**Exercise data:**
------------------------

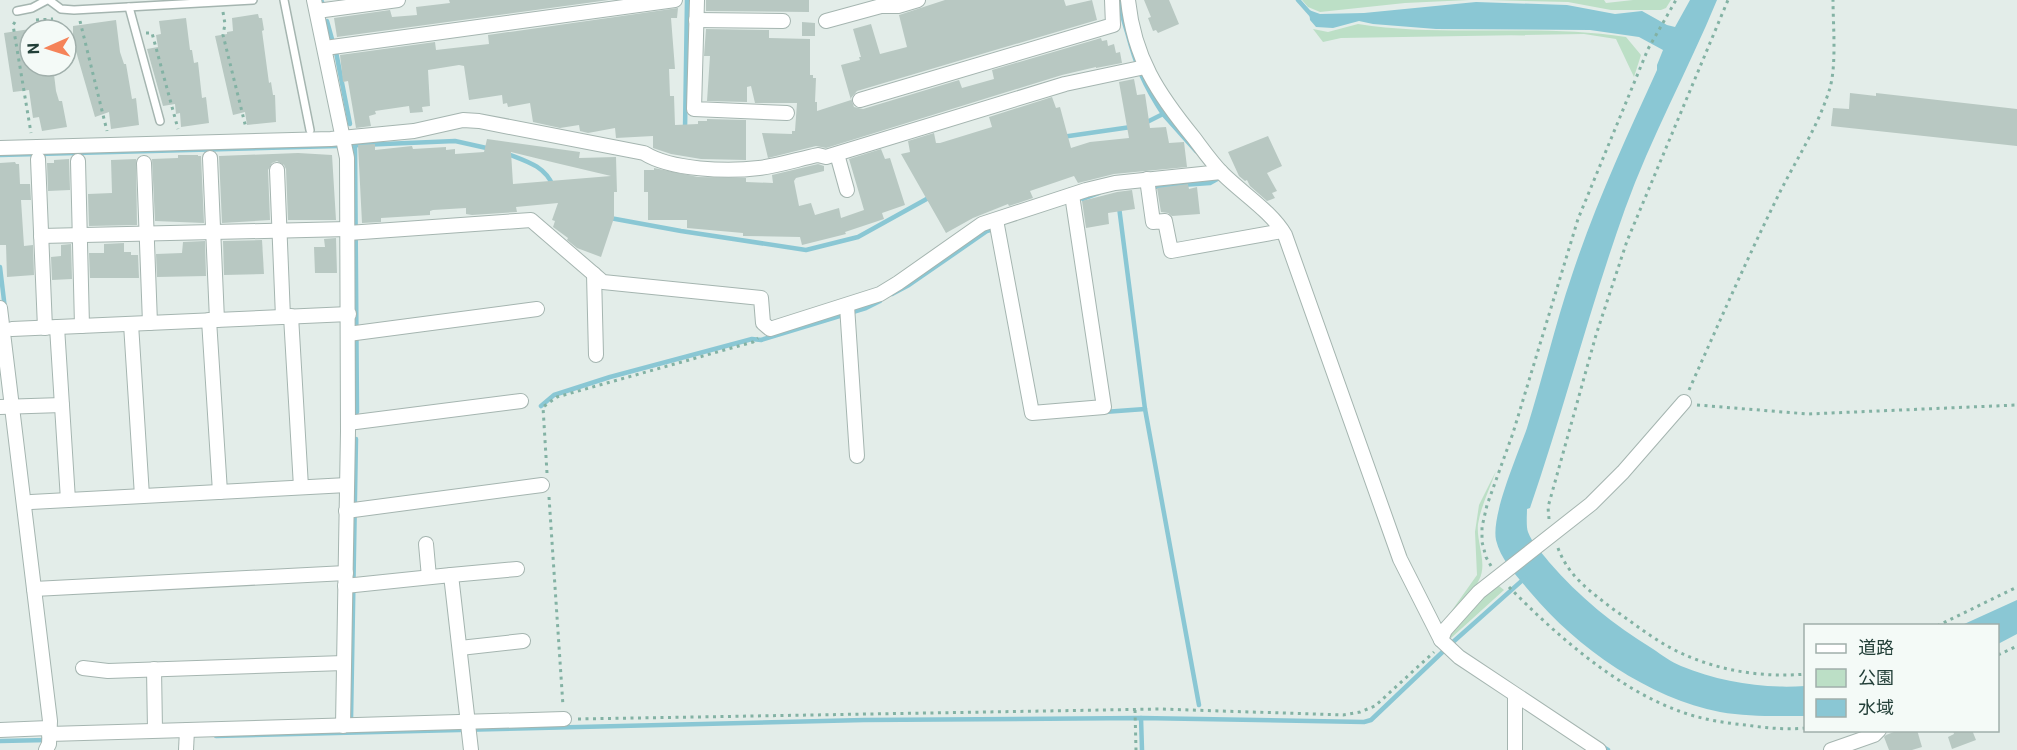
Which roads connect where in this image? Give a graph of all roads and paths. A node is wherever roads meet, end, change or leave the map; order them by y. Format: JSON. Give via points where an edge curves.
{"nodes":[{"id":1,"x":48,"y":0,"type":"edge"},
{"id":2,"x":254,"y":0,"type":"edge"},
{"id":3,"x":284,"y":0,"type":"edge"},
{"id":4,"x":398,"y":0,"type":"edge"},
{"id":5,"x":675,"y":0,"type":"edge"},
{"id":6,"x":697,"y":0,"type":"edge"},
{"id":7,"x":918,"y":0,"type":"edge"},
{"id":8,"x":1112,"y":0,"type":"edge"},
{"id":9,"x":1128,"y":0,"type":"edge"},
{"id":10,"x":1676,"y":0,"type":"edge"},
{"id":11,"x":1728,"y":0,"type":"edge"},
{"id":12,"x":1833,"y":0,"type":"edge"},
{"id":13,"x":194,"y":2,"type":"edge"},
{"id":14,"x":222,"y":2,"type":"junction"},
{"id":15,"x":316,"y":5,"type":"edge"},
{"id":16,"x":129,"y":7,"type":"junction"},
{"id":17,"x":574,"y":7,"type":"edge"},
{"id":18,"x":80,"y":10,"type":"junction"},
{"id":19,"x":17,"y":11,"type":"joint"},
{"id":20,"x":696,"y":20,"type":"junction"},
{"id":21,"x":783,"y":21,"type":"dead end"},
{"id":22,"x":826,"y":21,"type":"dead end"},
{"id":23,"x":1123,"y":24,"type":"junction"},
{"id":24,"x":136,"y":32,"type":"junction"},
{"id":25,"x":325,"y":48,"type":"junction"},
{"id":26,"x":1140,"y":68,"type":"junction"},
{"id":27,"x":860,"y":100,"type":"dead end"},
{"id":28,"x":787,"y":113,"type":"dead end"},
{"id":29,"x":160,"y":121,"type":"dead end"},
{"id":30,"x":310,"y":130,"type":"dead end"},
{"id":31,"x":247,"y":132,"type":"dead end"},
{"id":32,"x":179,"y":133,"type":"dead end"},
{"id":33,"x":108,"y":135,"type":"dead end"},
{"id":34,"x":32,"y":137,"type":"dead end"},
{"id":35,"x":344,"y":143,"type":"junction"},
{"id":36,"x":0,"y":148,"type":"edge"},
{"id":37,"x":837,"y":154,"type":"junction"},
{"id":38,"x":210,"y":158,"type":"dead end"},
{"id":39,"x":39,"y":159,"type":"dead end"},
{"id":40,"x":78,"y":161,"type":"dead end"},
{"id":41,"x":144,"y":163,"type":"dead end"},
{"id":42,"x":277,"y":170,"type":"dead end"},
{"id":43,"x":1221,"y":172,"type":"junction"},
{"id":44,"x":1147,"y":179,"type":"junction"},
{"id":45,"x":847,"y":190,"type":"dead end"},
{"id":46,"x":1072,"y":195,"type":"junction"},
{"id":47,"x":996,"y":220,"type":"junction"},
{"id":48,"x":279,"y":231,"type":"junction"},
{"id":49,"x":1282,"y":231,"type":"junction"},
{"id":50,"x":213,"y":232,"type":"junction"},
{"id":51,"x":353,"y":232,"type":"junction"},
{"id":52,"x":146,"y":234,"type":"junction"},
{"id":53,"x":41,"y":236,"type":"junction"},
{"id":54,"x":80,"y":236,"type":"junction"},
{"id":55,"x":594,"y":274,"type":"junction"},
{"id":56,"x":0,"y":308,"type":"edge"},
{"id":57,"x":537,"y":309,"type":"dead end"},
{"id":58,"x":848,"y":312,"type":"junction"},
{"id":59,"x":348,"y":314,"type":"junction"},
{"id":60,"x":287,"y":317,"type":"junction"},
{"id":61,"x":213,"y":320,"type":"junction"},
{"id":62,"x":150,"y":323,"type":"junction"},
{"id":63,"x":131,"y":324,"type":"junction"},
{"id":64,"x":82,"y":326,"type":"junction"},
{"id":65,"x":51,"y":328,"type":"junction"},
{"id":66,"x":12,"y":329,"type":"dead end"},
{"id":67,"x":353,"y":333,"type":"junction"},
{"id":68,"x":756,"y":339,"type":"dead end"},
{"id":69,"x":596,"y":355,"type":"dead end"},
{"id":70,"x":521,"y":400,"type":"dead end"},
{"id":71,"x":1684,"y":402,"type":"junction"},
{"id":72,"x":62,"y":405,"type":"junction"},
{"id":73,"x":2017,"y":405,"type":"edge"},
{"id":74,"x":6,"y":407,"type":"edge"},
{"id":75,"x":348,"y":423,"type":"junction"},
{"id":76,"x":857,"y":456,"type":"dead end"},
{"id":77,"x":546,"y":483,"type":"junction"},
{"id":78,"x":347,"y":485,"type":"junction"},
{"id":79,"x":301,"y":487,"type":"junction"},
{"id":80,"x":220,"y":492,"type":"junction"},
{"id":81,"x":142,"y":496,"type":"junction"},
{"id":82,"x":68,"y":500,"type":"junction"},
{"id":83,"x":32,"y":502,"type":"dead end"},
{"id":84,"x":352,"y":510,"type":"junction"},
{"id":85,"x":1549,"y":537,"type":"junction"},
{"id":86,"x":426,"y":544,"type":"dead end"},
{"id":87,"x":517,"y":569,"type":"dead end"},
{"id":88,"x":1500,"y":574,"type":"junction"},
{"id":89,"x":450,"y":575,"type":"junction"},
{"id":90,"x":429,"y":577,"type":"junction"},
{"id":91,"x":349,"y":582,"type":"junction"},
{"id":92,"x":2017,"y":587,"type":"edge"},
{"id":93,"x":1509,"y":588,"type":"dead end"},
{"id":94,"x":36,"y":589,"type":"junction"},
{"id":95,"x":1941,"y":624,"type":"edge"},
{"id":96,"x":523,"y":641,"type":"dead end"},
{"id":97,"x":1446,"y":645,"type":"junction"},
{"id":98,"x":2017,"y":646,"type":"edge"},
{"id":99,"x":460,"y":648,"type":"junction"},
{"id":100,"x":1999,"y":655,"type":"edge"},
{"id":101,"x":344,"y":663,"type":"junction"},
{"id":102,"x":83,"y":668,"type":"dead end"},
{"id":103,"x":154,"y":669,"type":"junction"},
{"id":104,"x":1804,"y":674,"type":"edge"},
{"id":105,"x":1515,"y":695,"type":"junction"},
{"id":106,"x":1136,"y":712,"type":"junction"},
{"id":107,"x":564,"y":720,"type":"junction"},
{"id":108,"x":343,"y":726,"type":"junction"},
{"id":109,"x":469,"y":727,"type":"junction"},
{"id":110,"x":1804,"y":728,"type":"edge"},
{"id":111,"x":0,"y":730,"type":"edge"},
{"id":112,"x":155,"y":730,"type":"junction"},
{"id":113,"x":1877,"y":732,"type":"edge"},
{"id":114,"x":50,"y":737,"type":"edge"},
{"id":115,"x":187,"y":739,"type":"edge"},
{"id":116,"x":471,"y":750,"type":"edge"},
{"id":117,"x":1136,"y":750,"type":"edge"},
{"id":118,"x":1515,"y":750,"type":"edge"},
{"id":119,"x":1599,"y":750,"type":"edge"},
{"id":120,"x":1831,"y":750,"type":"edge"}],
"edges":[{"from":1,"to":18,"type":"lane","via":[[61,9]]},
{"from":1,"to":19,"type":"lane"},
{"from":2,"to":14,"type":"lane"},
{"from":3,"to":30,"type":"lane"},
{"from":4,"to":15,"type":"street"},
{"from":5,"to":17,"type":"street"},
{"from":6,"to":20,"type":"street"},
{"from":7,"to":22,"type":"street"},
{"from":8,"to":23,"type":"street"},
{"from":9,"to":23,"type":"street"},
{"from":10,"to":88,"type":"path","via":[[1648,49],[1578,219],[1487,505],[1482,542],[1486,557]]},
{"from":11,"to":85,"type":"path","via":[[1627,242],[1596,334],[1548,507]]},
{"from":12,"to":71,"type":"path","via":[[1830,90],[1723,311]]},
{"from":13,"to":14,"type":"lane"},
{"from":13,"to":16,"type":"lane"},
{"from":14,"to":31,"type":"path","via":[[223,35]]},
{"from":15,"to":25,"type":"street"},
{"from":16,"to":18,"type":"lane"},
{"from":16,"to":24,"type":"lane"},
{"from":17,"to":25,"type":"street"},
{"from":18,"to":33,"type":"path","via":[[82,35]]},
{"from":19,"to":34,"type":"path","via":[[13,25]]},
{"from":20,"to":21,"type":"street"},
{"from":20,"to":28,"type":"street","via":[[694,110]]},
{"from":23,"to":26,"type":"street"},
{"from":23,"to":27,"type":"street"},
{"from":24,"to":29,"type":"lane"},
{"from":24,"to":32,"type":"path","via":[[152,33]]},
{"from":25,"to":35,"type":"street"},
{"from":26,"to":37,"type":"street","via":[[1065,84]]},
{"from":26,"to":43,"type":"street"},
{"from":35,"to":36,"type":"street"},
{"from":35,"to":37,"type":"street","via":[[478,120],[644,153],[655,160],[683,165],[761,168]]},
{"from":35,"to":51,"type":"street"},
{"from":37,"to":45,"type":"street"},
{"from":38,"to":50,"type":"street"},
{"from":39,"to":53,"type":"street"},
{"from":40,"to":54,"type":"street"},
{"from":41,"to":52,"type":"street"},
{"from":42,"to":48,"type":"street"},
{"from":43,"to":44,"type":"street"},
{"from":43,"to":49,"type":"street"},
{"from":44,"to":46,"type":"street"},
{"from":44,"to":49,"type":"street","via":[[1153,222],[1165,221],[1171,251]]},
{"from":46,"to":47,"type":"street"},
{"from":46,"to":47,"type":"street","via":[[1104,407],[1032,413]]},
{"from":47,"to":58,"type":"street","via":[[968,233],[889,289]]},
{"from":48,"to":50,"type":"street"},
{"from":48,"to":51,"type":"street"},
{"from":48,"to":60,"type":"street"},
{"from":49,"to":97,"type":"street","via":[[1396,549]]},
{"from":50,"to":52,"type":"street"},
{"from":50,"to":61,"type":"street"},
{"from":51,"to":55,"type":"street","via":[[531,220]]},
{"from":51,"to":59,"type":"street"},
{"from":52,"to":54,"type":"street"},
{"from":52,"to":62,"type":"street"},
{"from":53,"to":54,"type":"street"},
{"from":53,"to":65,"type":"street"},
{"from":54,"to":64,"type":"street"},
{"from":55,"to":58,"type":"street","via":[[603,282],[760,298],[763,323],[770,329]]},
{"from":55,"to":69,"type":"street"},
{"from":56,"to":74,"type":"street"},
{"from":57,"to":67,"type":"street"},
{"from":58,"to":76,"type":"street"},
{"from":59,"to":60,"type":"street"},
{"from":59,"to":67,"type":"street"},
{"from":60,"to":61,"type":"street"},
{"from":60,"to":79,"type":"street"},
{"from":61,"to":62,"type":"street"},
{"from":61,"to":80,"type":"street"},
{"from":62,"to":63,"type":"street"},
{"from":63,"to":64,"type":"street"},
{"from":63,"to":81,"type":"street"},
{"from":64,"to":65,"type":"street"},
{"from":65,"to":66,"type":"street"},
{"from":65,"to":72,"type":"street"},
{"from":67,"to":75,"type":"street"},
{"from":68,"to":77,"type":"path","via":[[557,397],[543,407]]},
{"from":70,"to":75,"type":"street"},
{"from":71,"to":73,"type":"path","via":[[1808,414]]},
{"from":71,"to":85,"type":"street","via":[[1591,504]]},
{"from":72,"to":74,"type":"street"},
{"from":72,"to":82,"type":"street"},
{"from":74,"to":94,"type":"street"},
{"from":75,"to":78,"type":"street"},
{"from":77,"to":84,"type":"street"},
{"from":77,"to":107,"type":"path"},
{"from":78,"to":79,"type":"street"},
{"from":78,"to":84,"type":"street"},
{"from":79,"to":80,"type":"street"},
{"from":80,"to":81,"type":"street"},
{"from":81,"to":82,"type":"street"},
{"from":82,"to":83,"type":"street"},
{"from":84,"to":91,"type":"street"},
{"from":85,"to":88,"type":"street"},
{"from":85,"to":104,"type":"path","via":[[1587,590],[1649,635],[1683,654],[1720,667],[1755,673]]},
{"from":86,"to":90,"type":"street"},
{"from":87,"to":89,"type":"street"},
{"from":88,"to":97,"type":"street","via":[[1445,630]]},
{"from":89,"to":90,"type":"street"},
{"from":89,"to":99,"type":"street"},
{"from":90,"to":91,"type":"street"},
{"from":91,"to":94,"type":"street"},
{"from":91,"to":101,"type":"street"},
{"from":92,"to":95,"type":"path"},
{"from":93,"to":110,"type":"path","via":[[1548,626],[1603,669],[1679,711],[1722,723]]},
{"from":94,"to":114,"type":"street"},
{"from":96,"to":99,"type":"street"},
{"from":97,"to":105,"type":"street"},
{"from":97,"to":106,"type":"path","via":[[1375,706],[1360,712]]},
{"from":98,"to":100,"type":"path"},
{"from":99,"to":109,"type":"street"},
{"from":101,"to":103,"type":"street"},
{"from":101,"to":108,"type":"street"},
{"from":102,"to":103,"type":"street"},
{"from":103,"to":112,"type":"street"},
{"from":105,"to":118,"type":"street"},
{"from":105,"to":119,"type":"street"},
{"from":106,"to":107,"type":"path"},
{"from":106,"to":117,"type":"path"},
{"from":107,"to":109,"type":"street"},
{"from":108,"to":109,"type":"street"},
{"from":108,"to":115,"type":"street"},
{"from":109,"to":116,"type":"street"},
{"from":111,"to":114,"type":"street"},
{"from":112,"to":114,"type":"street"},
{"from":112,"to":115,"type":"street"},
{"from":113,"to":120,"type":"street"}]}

------------------------

**Description of the task:** Every line of the listing that includes the word "lane" must be copied.

**Task output:**
"edges":[{"from":1,"to":18,"type":"lane","via":[[61,9]]},
{"from":1,"to":19,"type":"lane"},
{"from":2,"to":14,"type":"lane"},
{"from":3,"to":30,"type":"lane"},
{"from":13,"to":14,"type":"lane"},
{"from":13,"to":16,"type":"lane"},
{"from":16,"to":18,"type":"lane"},
{"from":16,"to":24,"type":"lane"},
{"from":24,"to":29,"type":"lane"},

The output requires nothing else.